God’s Word for You
Mark 11:29-33 a deadly dilemma
by Pastor Timothy Smith on Friday, December 24, 2021
29 Jesus replied, “I will ask you one question. Answer me, and I will tell you by what authority I am doing these things. 30 The baptism of John—was it from heaven or from men? Answer me.”
The Sanhedrin, the ruling council of the Jews, had long before been told by Jesus where his authority came from. This had all been gone through at the Feast of Tabernacles (John 7:25-29), and before that when he healed the paralyzed man (Matthew 9:8), and even before that, when he healed a demon possessed man in Capernaum (Mark 1:27). But Jesus wanted them to confess: Did they believe anything at all? If they truly believed the Scriptures, they would put their faith in him. If they truly believed that John was a prophet, what would they say? John had pointed to Jesus as the Christ. So he asked them about John. He wasn’t avoiding their question; he was trying to lead them to stop doubting and believe. Lenski fleshes out the full force of the question: “Jesus uses a deadly dilemma, a form of logic which caught the Sanhedrists with its two horns” (Mark p. 502).

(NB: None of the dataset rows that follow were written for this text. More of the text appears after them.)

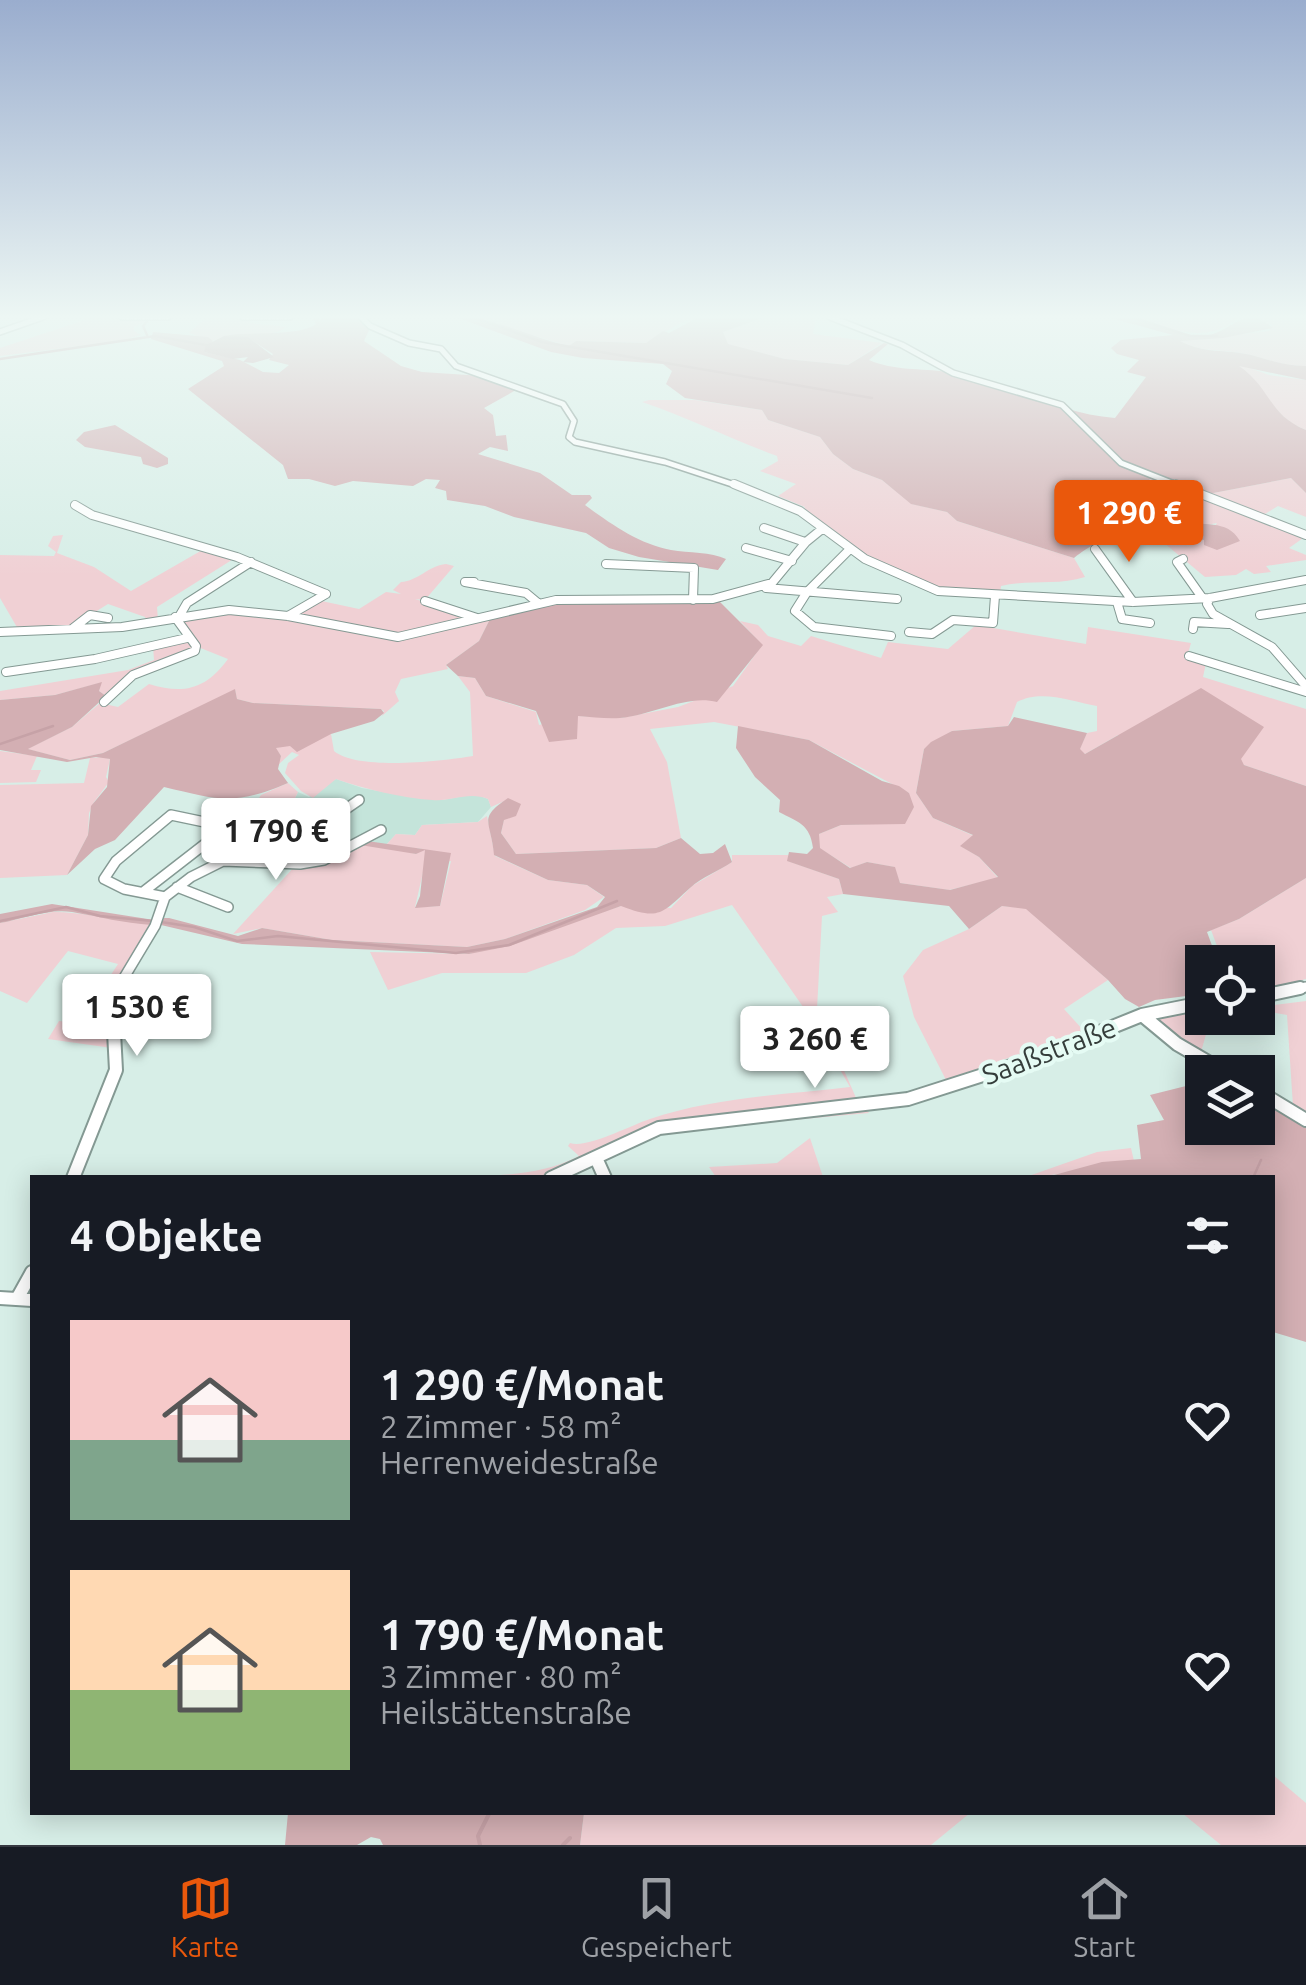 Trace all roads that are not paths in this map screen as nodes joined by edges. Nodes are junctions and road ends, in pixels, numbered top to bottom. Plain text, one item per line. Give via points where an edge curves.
1 (560, 403) edge
2 (1056, 403) edge
3 (74, 504) dead end
4 (764, 528) dead end
5 (822, 529) junction
6 (1306, 535) edge
7 (805, 542) junction
8 (746, 548) dead end
9 (850, 549) junction
10 (1095, 549) dead end
11 (1183, 559) dead end
12 (792, 561) junction
13 (251, 562) junction
14 (606, 564) dead end
15 (1306, 580) edge
16 (474, 582) dead end
17 (766, 588) junction
18 (806, 592) junction
19 (995, 596) junction
20 (1206, 597) junction
21 (898, 598) dead end
22 (1072, 598) junction
23 (693, 600) junction
24 (425, 601) dead end
25 (1117, 602) junction
26 (1133, 602) junction
27 (538, 604) junction
28 (1306, 608) edge
29 (1075, 610) dead end
30 (1260, 614) dead end
31 (177, 616) junction
32 (288, 616) junction
33 (108, 618) dead end
34 (478, 619) junction
35 (1150, 623) dead end
36 (1228, 623) junction
37 (1193, 628) dead end
38 (71, 630) junction
39 (0, 632) edge
40 (909, 632) dead end
41 (891, 636) dead end
42 (187, 638) junction
43 (1189, 656) dead end
44 (1293, 671) junction
45 (1306, 671) edge
46 (6, 672) dead end
47 (1306, 689) edge
48 (104, 702) dead end
49 (359, 800) dead end
50 (381, 830) dead end
51 (268, 863) junction
52 (177, 886) junction
53 (143, 892) junction
54 (165, 896) junction
55 (228, 907) dead end
56 (1306, 987) edge
57 (1275, 993) edge
58 (1185, 1006) edge
59 (1142, 1015) junction
60 (1196, 1055) edge
61 (1275, 1101) edge
62 (1306, 1120) edge
63 (596, 1158) junction
64 (74, 1175) edge
65 (558, 1175) edge
66 (604, 1175) edge
67 (0, 1298) edge
68 (25, 1299) edge

1 - 5 street via 574,422 569,437 575,442 758,492
2 - 6 street via 1123,464
3 - 13 street
4 - 7 street
5 - 7 street
5 - 9 street
7 - 12 street
8 - 12 street
9 - 18 street
9 - 19 street via 931,589
10 - 26 street
11 - 20 street via 1177,561
12 - 17 street
13 - 31 street via 186,603
13 - 32 street via 326,594
14 - 23 street via 694,568
15 - 20 street
16 - 27 street via 531,594
17 - 18 street
17 - 23 street
18 - 21 street
18 - 41 street via 795,611 811,625
19 - 22 street
19 - 40 street via 994,624 953,620 932,634
20 - 26 street
20 - 36 street via 1209,610
22 - 25 street
22 - 29 street
23 - 27 street via 616,596
24 - 34 street
25 - 26 street
25 - 35 street via 1122,619
27 - 34 street
28 - 30 street
31 - 32 street via 228,610
31 - 38 street
31 - 42 street
32 - 34 street via 386,637
33 - 38 street via 90,615
36 - 37 street via 1194,622
36 - 44 street via 1272,647
38 - 39 street
42 - 46 street
42 - 48 street via 195,651 132,674
43 - 47 street
44 - 45 street
44 - 47 street
49 - 51 street
50 - 51 street via 324,860
51 - 52 street via 224,861
52 - 54 street
52 - 55 street
53 - 53 street via 104,879 171,816 216,826 206,845
53 - 54 street
54 - 64 street via 157,923 116,990 116,1070
56 - 57 street
58 - 59 street, Saaßstraße
59 - 60 street
59 - 63 street, Saaßstraße via 913,1098 670,1125
61 - 62 street
63 - 65 street, Saaßstraße
63 - 66 street
67 - 68 street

The same kind of question could be asked today. You, who come to church once or twice a year, do you believe what you hear? Do you secretly, deep down, find comfort and joy from the message of the hymns, the Scripture passages, the recitation of the children? Does the gospel of the birth of the Son of God who came to save mankind stir something in you, some relief that there is forgiveness, something after death, some kind of reunion with loved ones long gone? Jesus asks: Well, do you believe it or not? Your secret joy isn’t doing anyone any good. Your hidden thrill at the manger looks to outsiders like nothing but a stone wall. You try to say, “I don’t have to go to church to be a Christian,” but does that answer Jesus’ command for us to gather together in churches (Matthew 16:18; Matthew 18:17; Revelation 2:1, 2:8, 2:12, 2:18, 3:1, 3:7, 3:14)? By staying away, you don’t edify anyone: “Let us not give up meeting together, as some are in the habit of doing” (Hebrews 10:25). You don’t support your wife’s faith. And worse, you nurture doubt in your children! Nobody will think less of you if you lift up your voice and sing, “Oh, come, let us adore him, Christ the Lord!” Nobody will think less of you if you don’t sound exactly like Bing Crosby when you sing it. So if you can come once or twice in a year, then come and hear the gospel once or twice in a month. Or more. Do you believe it, or not?

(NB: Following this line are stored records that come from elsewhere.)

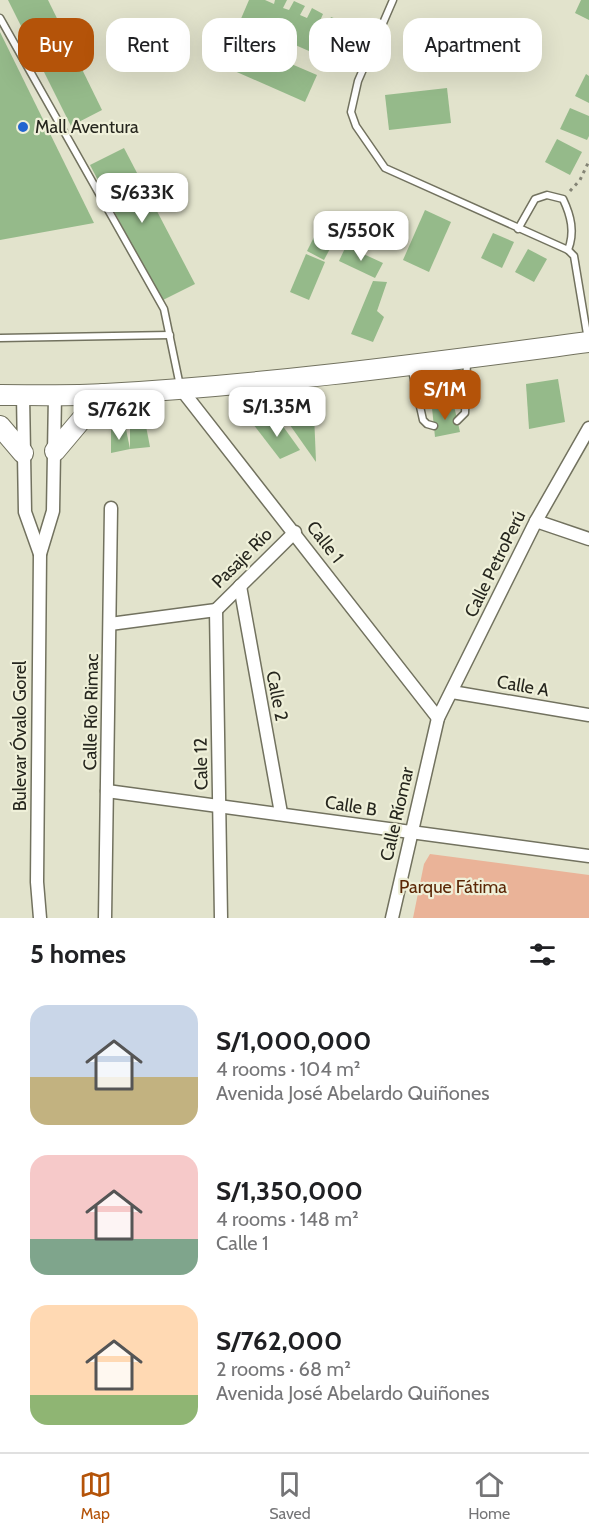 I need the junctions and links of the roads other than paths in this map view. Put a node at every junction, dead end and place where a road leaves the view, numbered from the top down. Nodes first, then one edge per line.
1 (393, 0) edge
2 (0, 18) edge
3 (518, 229) junction
4 (568, 250) junction
5 (170, 335) junction
6 (0, 338) edge
7 (589, 342) edge
8 (468, 358) junction
9 (411, 366) junction
10 (181, 389) junction
11 (103, 394) junction
12 (0, 395) edge
13 (23, 395) junction
14 (55, 395) junction
15 (458, 421) dead end
16 (0, 426) edge
17 (434, 426) dead end
18 (589, 428) edge
19 (55, 451) junction
20 (23, 453) junction
21 (111, 508) dead end
22 (536, 521) junction
23 (294, 532) junction
24 (589, 539) edge
25 (40, 554) junction
26 (240, 586) junction
27 (216, 610) junction
28 (110, 624) junction
29 (452, 692) junction
30 (589, 715) edge
31 (438, 718) junction
32 (107, 791) junction
33 (220, 806) junction
34 (281, 813) junction
35 (411, 833) junction
36 (589, 856) edge
37 (40, 918) edge
38 (105, 918) edge
39 (221, 918) edge
40 (392, 918) edge

1 - 3 lane
2 - 5 lane
3 - 4 lane
3 - 4 lane
4 - 7 lane
5 - 6 lane
5 - 10 lane
7 - 8 main road
8 - 9 main road
8 - 15 lane
9 - 10 main road
9 - 17 lane
10 - 11 main road
10 - 23 street, Calle 1
11 - 14 main road
11 - 19 main road
12 - 13 main road
13 - 14 main road
13 - 20 street, Bulevar Óvalo Gorel
14 - 19 street, Bulevar Óvalo Gorel
16 - 20 main road
18 - 22 street, Calle PetroPerú
19 - 25 street, Bulevar Óvalo Gorel
20 - 25 street, Bulevar Óvalo Gorel
21 - 28 street, Calle Río Rimac
22 - 24 street
22 - 29 street, Calle PetroPerú
23 - 26 street, Pasaje Río
23 - 31 street, Calle 1
25 - 37 street, Bulevar Óvalo Gorel
26 - 27 street, Pasaje Río
26 - 34 street, Calle 2
27 - 28 street
27 - 33 street, Cale 12
28 - 32 street, Calle Río Rimac
29 - 30 street, Calle A
29 - 31 street, Calle PetroPerú
31 - 35 street, Calle Ríomar
32 - 33 street, Calle B
32 - 38 street, Calle Río Rimac
33 - 34 street, Calle B
33 - 39 street, Cale 12
34 - 35 street, Calle B
35 - 36 street, Calle B
35 - 40 street, Calle Ríomar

Jesus adds an insistent command: “Answer me!” He demands an immediate reply.
31 They discussed this with one another, saying, “If we say, ‘From heaven,’ he will say, ‘Then why did you not believe him?’ 32 But if we say, ‘From men’….” (They feared the crowd, because everybody held that John really was a prophet.) 33 So they answered Jesus, “We don’t know.” Jesus said to them, “Neither will I tell you by what authority I am doing these things.”
They had stuck their necks out too far. They were so intent on killing Jesus that they set themselves up for their own kind of questioning. The same true answer about John was the true answer about Jesus. If they admitted anything about John, including why they had failed to challenge or silence John, then they would show their hypocrisy about Jesus.
That left them with no option, in their opinion. Either I collapse into nothing and follow Jesus, or I turn on him and keep the power and glory I’ve made for myself in the world. Will I trade today for eternity, or trade eternity for today? Man, all mankind, must become nothing. We must step around the ruined, rotting corpse of the Sanhedrin and become nothing. We must give up trying to win the approval of men, or we cannot be the servants of Christ (Galatians 1:10). To give up everything means giving up on our own righteousness, admitting that our sins ruin us in God’s sight, and that we can only be made whole, healthy, and righteous in God’s sight through God’s work and not our own. Let Christ fix me, for I am broken! Let Christ heal me, for I am deathly ill! Let Christ raise me, for I am dead if left to myself. I have all the righteousness and life and personal glory of a stone in manure. When the lint from the lint trap gets wet, and there is just a disgusting wet handful of goo left, then we might recognize what we truly are apart from Christ. This is the condition the Sanhedrin chose in their stubbornness.
Fall down before Jesus! Fall at the manger, at the cross, at every path he took between; worship him and throw yourself on his mercy, and know with a content and comforted heart that he has indeed shown you mercy. Whatever idols of stubbornness any of us once had, we have been turned away from them to faith in Christ, “to serve the living and true God’ (1 Thessalonians 1:9), “and to wait for his Son from heaven, whom he raised from the dead—Jesus, who rescues us from the coming wrath” (1 Thessalonians 1:10). His mercy endures forever.